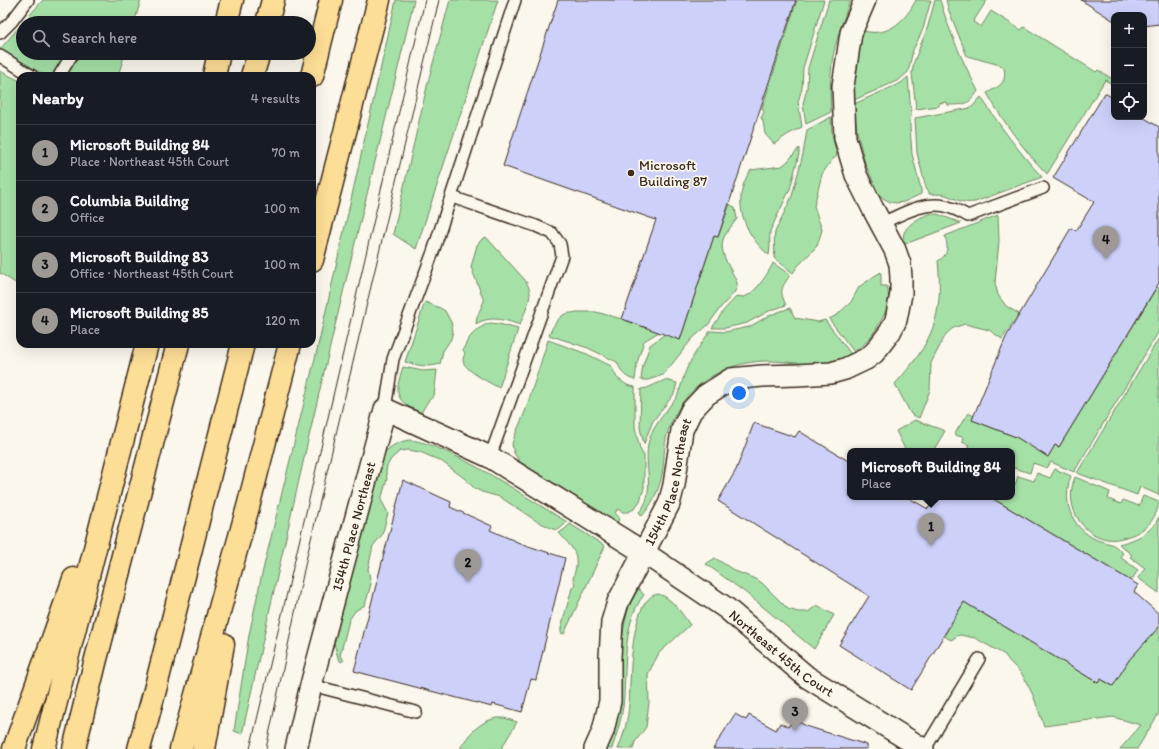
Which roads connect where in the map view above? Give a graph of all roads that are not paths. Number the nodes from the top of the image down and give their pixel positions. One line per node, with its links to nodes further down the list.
1 (28, 0): 10 (lane)
2 (232, 0): 8 (highway)
3 (273, 0): 9 (highway)
4 (331, 0): 16 (highway)
5 (380, 0): 25 (highway)
6 (516, 0): 23 (lane)
7 (865, 0): 24 (street, 154th Place Northeast)
8 (228, 16)
9 (269, 16)
10 (0, 33)
11 (0, 56): 17 (lane)
12 (69, 60): 18 (lane)
13 (218, 60): 19 (highway)
14 (257, 60): 20 (highway)
15 (316, 60): 21 (highway)
16 (316, 60)
17 (26, 72)
18 (61, 72)
19 (215, 72)
20 (253, 72)
21 (313, 72)
22 (1043, 188): 24 (lane)
23 (452, 197): 30 (lane); 32 (lane)
24 (880, 224): 34 (street, 154th Place Northeast)
25 (316, 245)
26 (146, 348): 31 (highway)
27 (177, 348): 40 (highway)
28 (242, 348): 41 (highway)
29 (289, 348): 33 (highway)
30 (385, 410): 32 (street, 154th Place Northeast); 36 (street, 154th Place Northeast)
31 (123, 438): 38 (highway); 39 (highway)
32 (490, 457): 34 (street, 154th Place Northeast)
33 (248, 507): 42 (highway); 43 (highway)
34 (644, 552): 45 (street); 46 (street, Northeast 45th Court)
35 (979, 659): 46 (lane)
36 (311, 685): 37 (lane); 44 (street, 154th Place Northeast)
37 (416, 712)
38 (14, 749)
39 (44, 749)
40 (74, 749)
41 (139, 749)
42 (181, 749)
43 (204, 749)
44 (296, 749)
45 (595, 749)
46 (924, 749)

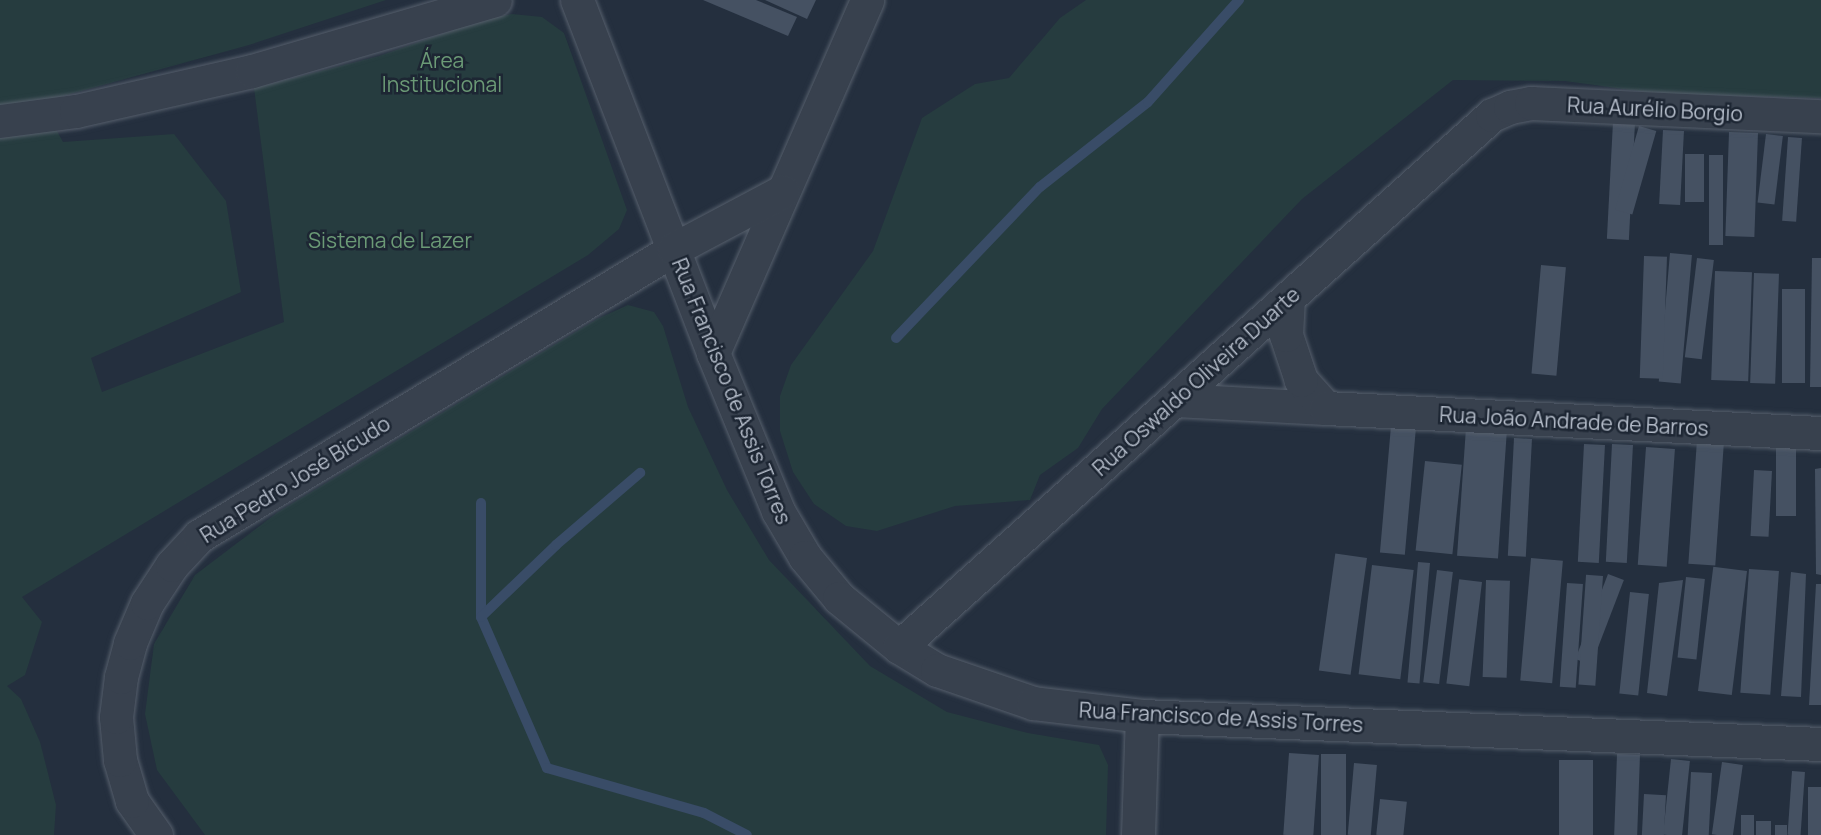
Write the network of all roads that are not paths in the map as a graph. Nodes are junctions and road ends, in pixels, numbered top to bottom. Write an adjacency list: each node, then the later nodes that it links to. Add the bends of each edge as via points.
1 (495, 0): 6 (street, via 252,71 76,111)
2 (577, 0): 8 (street, Rua Francisco de Assis Torres)
3 (867, 0): 7 (street)
4 (1492, 115): 5 (street, Rua Aurélio Borgio, via 1531,103); 9 (street, Rua Oswaldo Oliveira Duarte)
5 (1821, 116)
6 (0, 121)
7 (783, 191): 8 (street, Rua Pedro José Bicudo); 10 (street)
8 (674, 249): 10 (street, Rua Francisco de Assis Torres); 17 (street, Rua Pedro José Bicudo, via 231,515 199,536 172,565 147,603 130,643 116,717 120,760 132,801)
9 (1288, 298): 11 (street, Rua Oswaldo Oliveira Duarte); 12 (street, via 1286,335 1301,380)
10 (713, 354): 14 (street, Rua Francisco de Assis Torres, via 778,511 805,557 839,598)
11 (1176, 400): 12 (street, Rua João Andrade de Barros); 14 (street, Rua Oswaldo Oliveira Duarte)
12 (1326, 408): 13 (street, Rua João Andrade de Barros)
13 (1821, 434)
14 (899, 647): 15 (street, Rua Francisco de Assis Torres, via 937,670 1034,703)
15 (1142, 716): 16 (street, Rua Francisco de Assis Torres); 18 (street)
16 (1821, 744)
17 (156, 835)
18 (1138, 835)

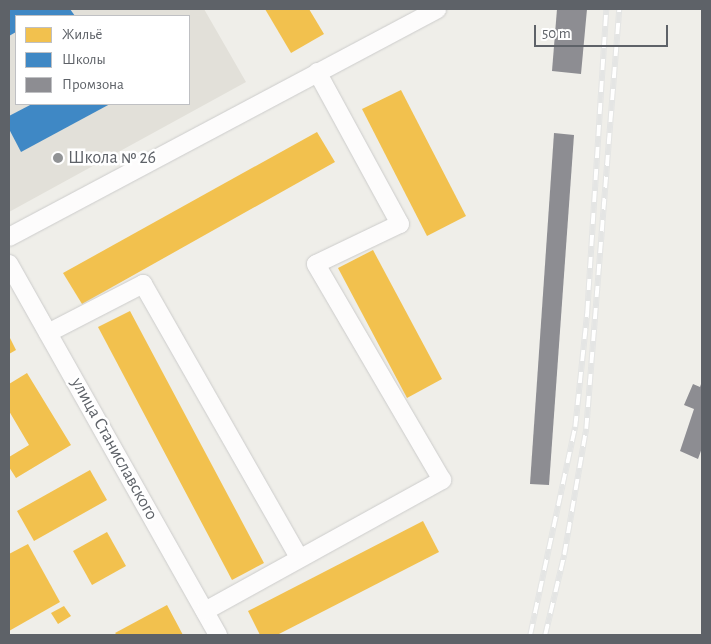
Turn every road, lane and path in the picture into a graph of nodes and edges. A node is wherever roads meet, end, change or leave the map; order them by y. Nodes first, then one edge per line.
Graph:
1 (437, 9) edge
2 (317, 72) junction
3 (9, 237) edge
4 (9, 264) edge
5 (48, 333) junction
6 (298, 558) junction
7 (205, 611) junction
8 (218, 635) edge

1 - 2 street
2 - 3 street
2 - 6 street
4 - 5 street, улица Станиславского
5 - 6 street
5 - 7 street, улица Станиславского
6 - 7 street
7 - 8 street, улица Станиславского

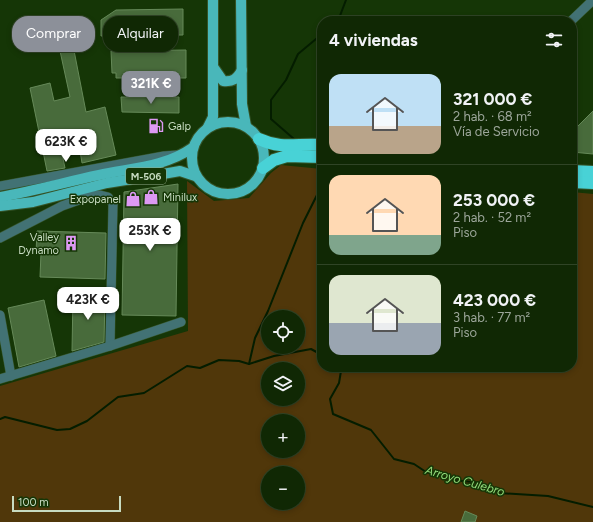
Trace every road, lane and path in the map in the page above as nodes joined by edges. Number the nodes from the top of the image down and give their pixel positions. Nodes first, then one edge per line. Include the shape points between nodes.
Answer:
1 (213, 0) edge
2 (241, 0) edge
3 (593, 0) edge
4 (576, 16) edge
5 (214, 68) junction
6 (242, 70) junction
7 (246, 126) junction
8 (208, 127) junction
9 (259, 139) junction
10 (317, 145) edge
11 (192, 148) junction
12 (182, 155) junction
13 (317, 157) edge
14 (263, 168) junction
15 (577, 171) edge
16 (593, 172) edge
17 (195, 176) junction
18 (577, 182) edge
19 (593, 183) edge
20 (0, 186) edge
21 (0, 197) edge
22 (0, 206) edge
23 (3, 235) edge
24 (0, 315) edge
25 (180, 322) dead end
26 (110, 346) junction
27 (11, 376) junction
28 (0, 379) edge

1 - 5 main road
2 - 6 main road
3 - 4 street
5 - 6 main road via 223,81 230,82 237,79
5 - 8 main road via 213,116
6 - 7 main road via 242,104
7 - 8 main road via 220,122
7 - 9 main road
8 - 11 main road, M-506
9 - 10 highway via 280,146
9 - 14 main road via 264,153
11 - 12 main road, M-506
11 - 17 main road via 191,162
12 - 20 street via 164,156
12 - 21 main road, M-506 via 168,161
13 - 14 highway via 287,156 274,160
14 - 17 main road via 257,181 246,191 232,195 217,194 204,187
15 - 16 highway
17 - 22 main road, M-506 via 180,171 107,183 33,202
18 - 19 highway
23 - 26 street via 62,206 90,196 108,197 113,204
24 - 27 street
25 - 26 street
26 - 27 street
27 - 28 street

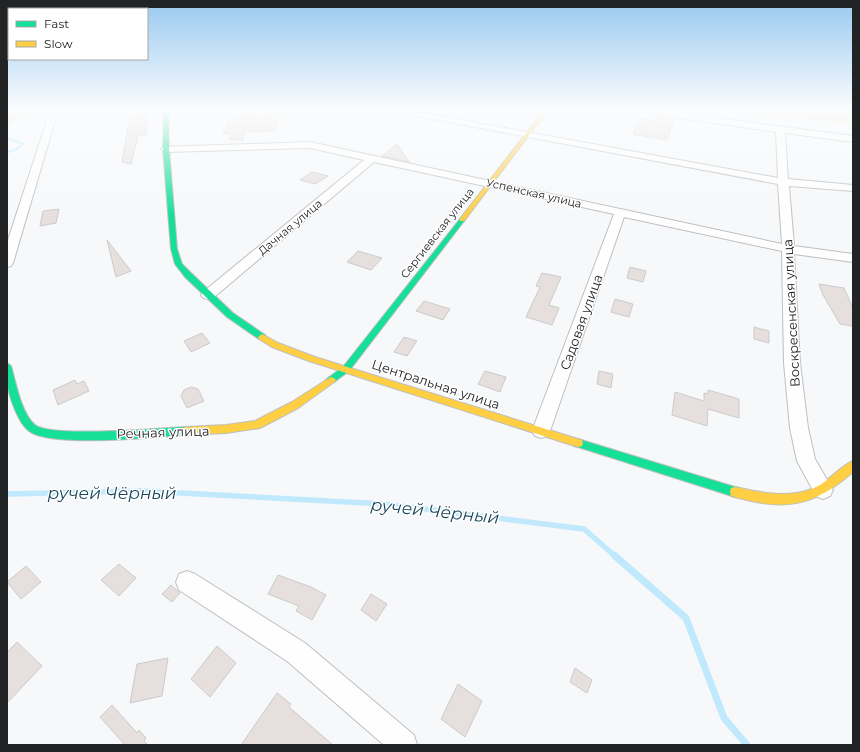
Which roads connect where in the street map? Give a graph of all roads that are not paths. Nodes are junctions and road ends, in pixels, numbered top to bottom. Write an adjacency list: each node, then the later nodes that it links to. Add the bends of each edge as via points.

• Exercise aim:
Go through the listing above and list every line that has the word "first".

• Task response:
Turn every road, lane and path in the picture into a graph of nodes and edges. A node is wherever roads meet, end, change or leave the map; order them by y. Nodes first, then one edge per line.
Trace every road, lane and path in the map in the page above as nodes joined by edges. Number the nodes from the top of the image down and give their pixel positions. Nodes first, then one edge per line. Include the shape points between nodes.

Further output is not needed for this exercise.